This is the second part of a series on the estate administration process and tasks an executor must perform in order to carry out the wishes of the deceased person’s will. The first step is obtaining a declaration that the will is valid. The second step is having the Surrogate’s Court appoint the executor, as designated in the will, as the legal administrator of the estate.
For decades now, we have been told that we are living in the digital age. Some early adopters gadgeted up and have a digital life rich with videos, texts, photos, online accounts, and even friends that exist in digital spaces. Many wills are absolutely silent as to the existence of digital assets. Nonetheless, in administering an estate, the executor will be tasked with investigating whether the deceased person maintained any digital assets and then disposing of those digital assets. This post will discuss the special problem of digital assets when the will is silent as to their existence.
The mailbox chronicles
Traditionally the mailbox, the one the postman or postwoman deliver mail to every day but Sunday, was an executor’s good friend during the estate administration process. By monitoring the mail that entered the deceased person’s physical mailbox an executor could see and investigate what accounts and property interests the deceased person had and verify that they were in the will, what the balance is, and dispose of them as the will indicates.
Hardly a day goes by where you don’t get asked if you would like to receive a statement or receipt electronically, in lieu of paper. Electronic mail or email gets delivered to an email address that only his or her owner knows how to access. If the will does not identify an email account, but the deceased person has one, how are you able, as the executor, to investigate if there are any online accounts?
The problem is twofold. During the course of the estate planning process, when the deceased person is preparing their will and planning for the distribution of their estate, deceased people do not intuitively realize that they have no planning in place for any of their digital assets. Oftentimes, people planning their estate, don’t even know what digital assets are and if they do, assume that because they didn’t own bitcoin, for example, that they did not have any digital assets to dispose of.
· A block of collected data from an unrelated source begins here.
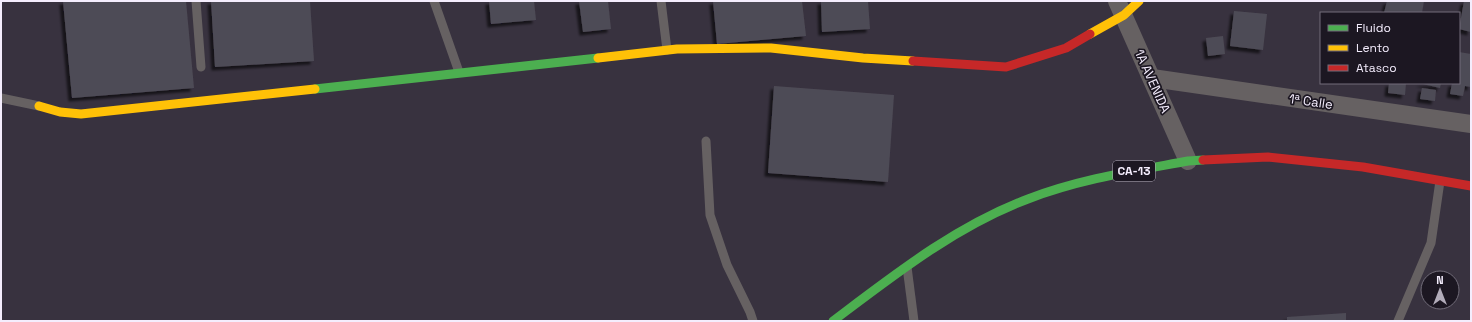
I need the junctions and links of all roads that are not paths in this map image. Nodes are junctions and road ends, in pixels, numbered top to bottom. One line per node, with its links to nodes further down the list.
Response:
1 (196, 1): 7 (lane)
2 (434, 1): 8 (lane)
3 (661, 1): 6 (lane)
4 (1139, 1): 5 (street)
5 (1120, 8): 6 (street); 9 (street, 1A AVENIDA)
6 (667, 50): 8 (street)
7 (201, 67)
8 (459, 72): 11 (street)
9 (1152, 78): 12 (street, 1ª Calle); 14 (street, 1A AVENIDA)
10 (1, 98): 11 (lane)
11 (39, 106)
12 (1471, 124)
13 (706, 141): 18 (lane)
14 (1188, 161): 15 (street, CA-13); 17 (street, CA-13)
15 (1440, 181): 16 (street, CA-13); 21 (lane)
16 (1471, 186)
17 (907, 266): 19 (street, CA-13); 20 (lane)
18 (753, 321)
19 (833, 321)
20 (914, 321)
21 (1398, 321)

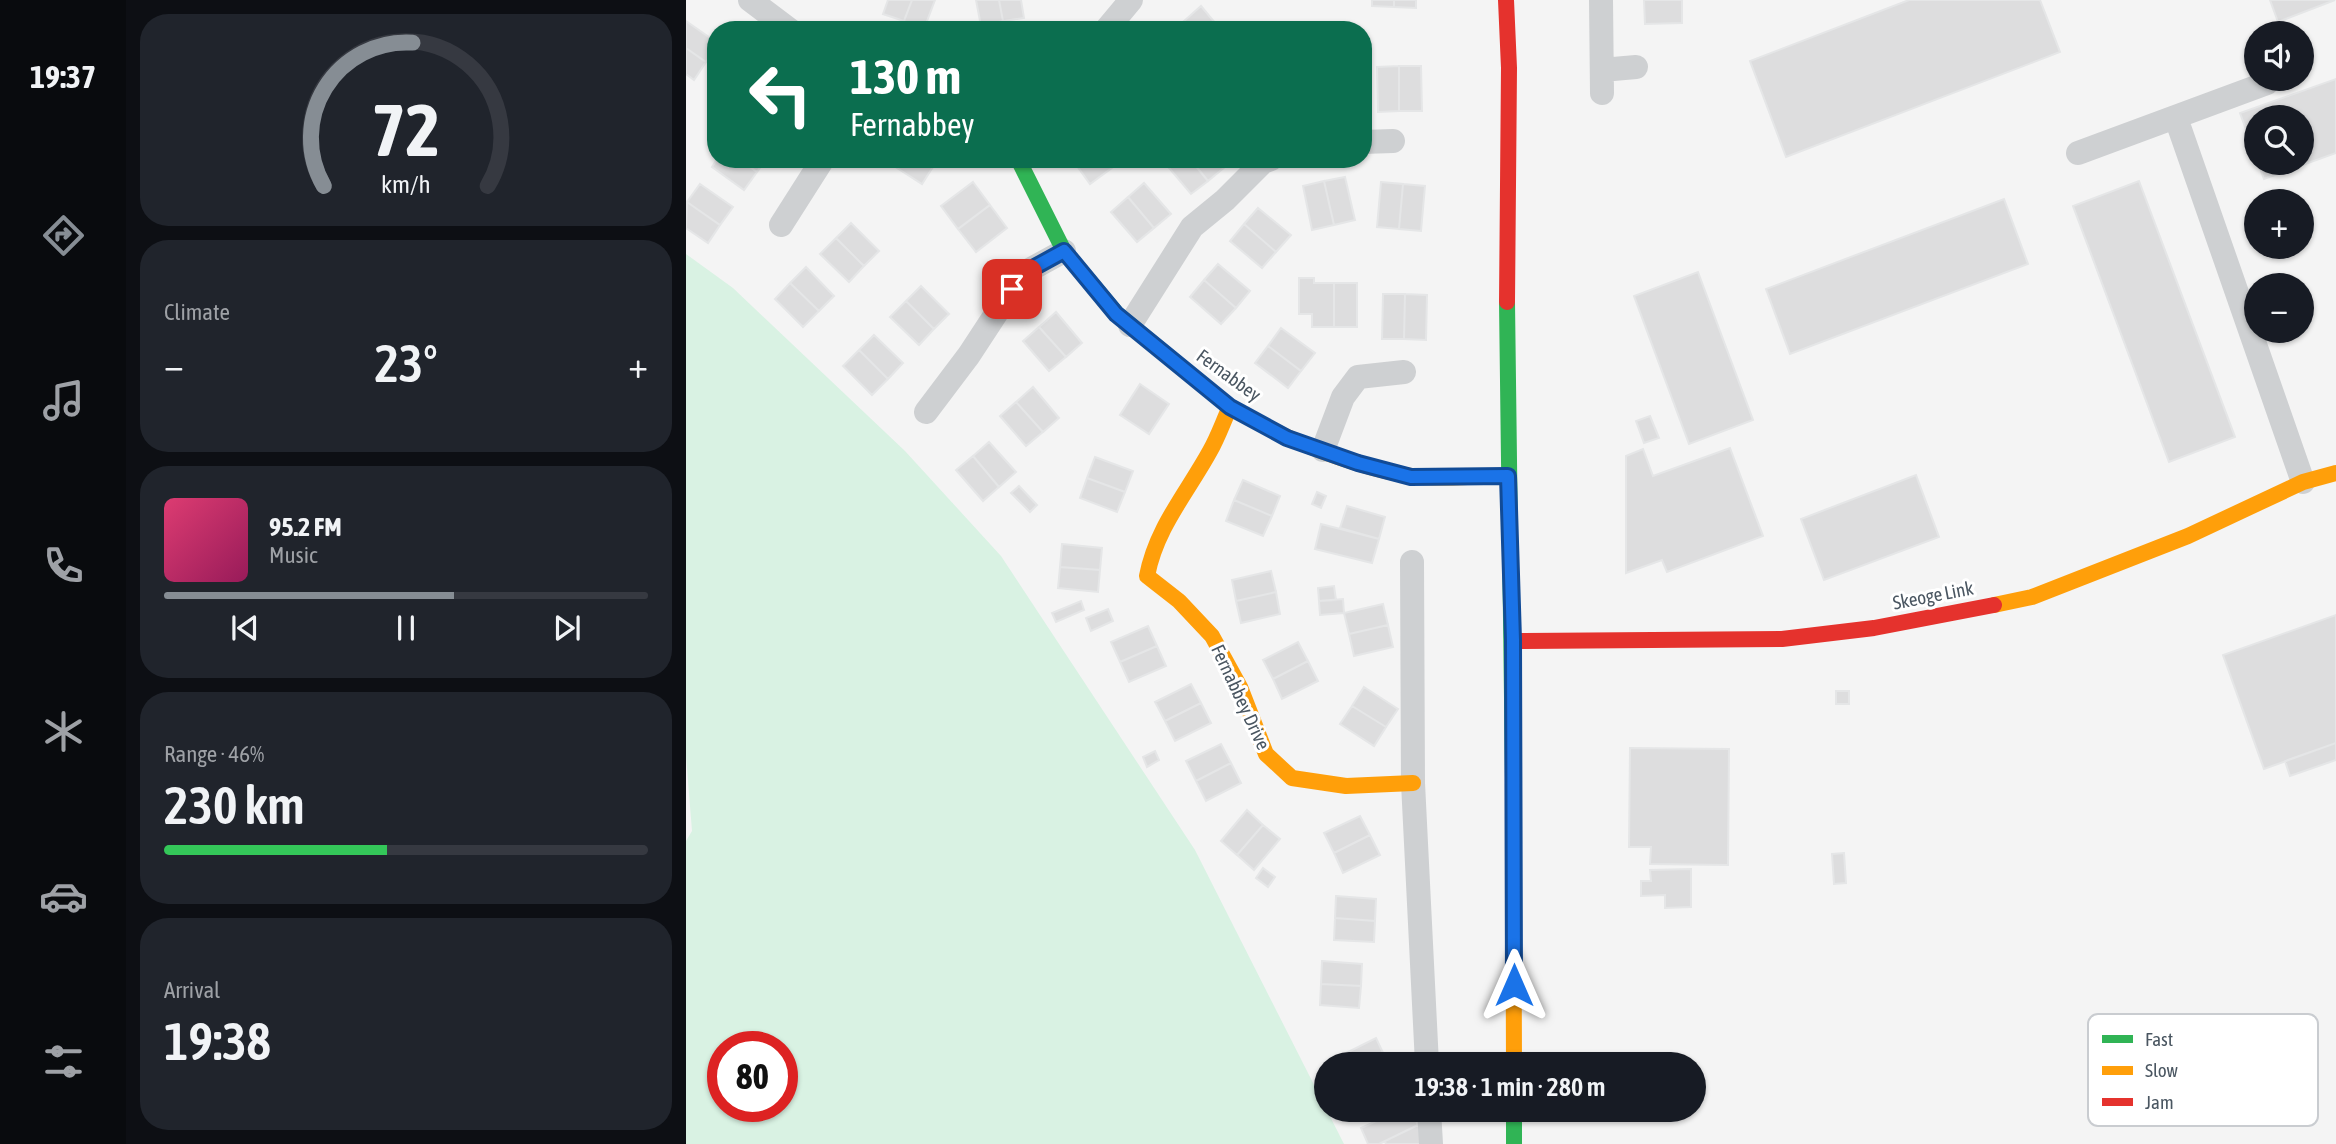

In administering estates, executors generally have no idea how to locate digital assets, how to value digital assets, and then how to transfer digital assets. They may not even know how to access a digital asset. Digital asset planning is crucial to wills in the digital age. A do-it-yourself will cannot properly assist a person with identifying and distributing their digital assets. Without instruction or access, the executor’s hands will be tied in carrying out your wishes.